Kiwifruits are loaded with vitamins; they have more vitamin C than oranges, plus they’re high in vitamins A and K. One small kiwi provides just 40 calories, 10 grams of carb, and 2 grams of fiber.


  • Cabbage is low-cost and versatile, making it the perfect vegetable to stock in your kitchen this winter. Cabbage can be used in a variety of ways. Add chopped cabbage to a stir-fry, soup, or salad. Wrap your favorite vegetables or lean meats in a cabbage leaf instead of a tortilla or bun for a delightful stuffed-cabbage meal.
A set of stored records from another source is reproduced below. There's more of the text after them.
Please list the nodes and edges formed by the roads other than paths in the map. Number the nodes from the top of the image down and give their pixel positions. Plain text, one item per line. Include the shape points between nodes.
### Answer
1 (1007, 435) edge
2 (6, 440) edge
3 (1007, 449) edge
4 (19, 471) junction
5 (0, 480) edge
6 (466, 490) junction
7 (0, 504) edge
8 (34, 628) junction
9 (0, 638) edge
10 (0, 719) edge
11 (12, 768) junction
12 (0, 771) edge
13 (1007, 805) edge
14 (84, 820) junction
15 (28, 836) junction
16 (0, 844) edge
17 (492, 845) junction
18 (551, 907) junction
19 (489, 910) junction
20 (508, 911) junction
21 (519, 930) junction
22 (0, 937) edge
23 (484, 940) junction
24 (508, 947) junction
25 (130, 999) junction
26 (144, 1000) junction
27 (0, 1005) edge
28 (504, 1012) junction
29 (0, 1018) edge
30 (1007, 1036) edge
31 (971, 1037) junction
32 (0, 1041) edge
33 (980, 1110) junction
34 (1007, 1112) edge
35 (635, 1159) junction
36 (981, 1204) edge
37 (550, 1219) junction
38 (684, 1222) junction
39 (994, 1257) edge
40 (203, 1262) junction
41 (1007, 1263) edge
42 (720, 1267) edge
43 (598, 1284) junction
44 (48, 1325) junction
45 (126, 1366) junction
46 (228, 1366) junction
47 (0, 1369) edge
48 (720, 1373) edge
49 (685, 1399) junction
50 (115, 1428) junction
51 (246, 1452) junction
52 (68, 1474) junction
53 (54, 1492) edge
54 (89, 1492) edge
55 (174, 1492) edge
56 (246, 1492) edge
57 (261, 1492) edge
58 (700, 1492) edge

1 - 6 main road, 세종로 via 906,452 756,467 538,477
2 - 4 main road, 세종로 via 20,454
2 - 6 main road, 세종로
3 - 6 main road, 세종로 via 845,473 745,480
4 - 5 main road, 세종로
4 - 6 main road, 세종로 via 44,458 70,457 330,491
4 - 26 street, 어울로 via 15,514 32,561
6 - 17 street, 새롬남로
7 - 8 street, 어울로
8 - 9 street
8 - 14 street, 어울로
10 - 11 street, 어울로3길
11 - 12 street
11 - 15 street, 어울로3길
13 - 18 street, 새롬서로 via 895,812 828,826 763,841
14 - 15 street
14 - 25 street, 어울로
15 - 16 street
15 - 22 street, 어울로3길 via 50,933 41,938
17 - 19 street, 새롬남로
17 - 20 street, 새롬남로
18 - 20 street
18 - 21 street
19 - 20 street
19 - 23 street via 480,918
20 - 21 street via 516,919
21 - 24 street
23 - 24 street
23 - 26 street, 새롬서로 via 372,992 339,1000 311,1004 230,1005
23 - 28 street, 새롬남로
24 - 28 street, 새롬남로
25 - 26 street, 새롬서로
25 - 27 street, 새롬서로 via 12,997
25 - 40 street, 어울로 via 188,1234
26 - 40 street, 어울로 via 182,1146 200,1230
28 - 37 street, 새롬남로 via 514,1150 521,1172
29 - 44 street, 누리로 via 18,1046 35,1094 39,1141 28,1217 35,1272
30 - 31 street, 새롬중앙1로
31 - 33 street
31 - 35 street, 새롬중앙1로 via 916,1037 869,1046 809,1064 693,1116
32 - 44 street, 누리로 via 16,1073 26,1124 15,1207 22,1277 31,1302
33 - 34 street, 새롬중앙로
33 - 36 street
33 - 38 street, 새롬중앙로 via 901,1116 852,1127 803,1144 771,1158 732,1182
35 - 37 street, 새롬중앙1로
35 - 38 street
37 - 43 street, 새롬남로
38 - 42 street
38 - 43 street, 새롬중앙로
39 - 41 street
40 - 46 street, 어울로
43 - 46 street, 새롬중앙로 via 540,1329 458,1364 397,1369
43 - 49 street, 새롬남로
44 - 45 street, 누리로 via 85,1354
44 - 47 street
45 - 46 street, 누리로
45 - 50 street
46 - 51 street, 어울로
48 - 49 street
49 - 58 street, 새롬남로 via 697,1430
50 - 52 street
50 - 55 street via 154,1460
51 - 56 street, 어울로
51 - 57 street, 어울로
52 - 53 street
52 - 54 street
There are many varieties of cabbage, including green, red, savoy, bok choy, and napa. Cabbage is also nutritionally sound; raw cabbage contains vitamins A, C, and K. Research shows vitamin K helps with bone health by increasing bone density and decreasing the risk for osteoporosis. Cabbage makes a great addition to any meal, as it is very low-calorie and low-carb with just 22 calories and 5 grams of carb per cup.

Sweet Potatoes

  • This subtly sweet, orange-hue starchy vegetable is a nice sweet or savory complement to any meal. Sweet potatoes are an excellent source of beta-carotene, an antioxidant, which helps reduce cell damage in the body. Beta-carotene from foods might help reduce the risk of some cancers.

Depending on the size, a sweet potato can contain 50-150 calories and 12-40 grams of carb, so do your best to properly weigh or measure portions. Sweet potatoes also provide 2-6 grams of fiber, which can help stabilize blood sugar levels. Adults should aim to eat 14 grams of fiber per 1,000 calories eaten daily.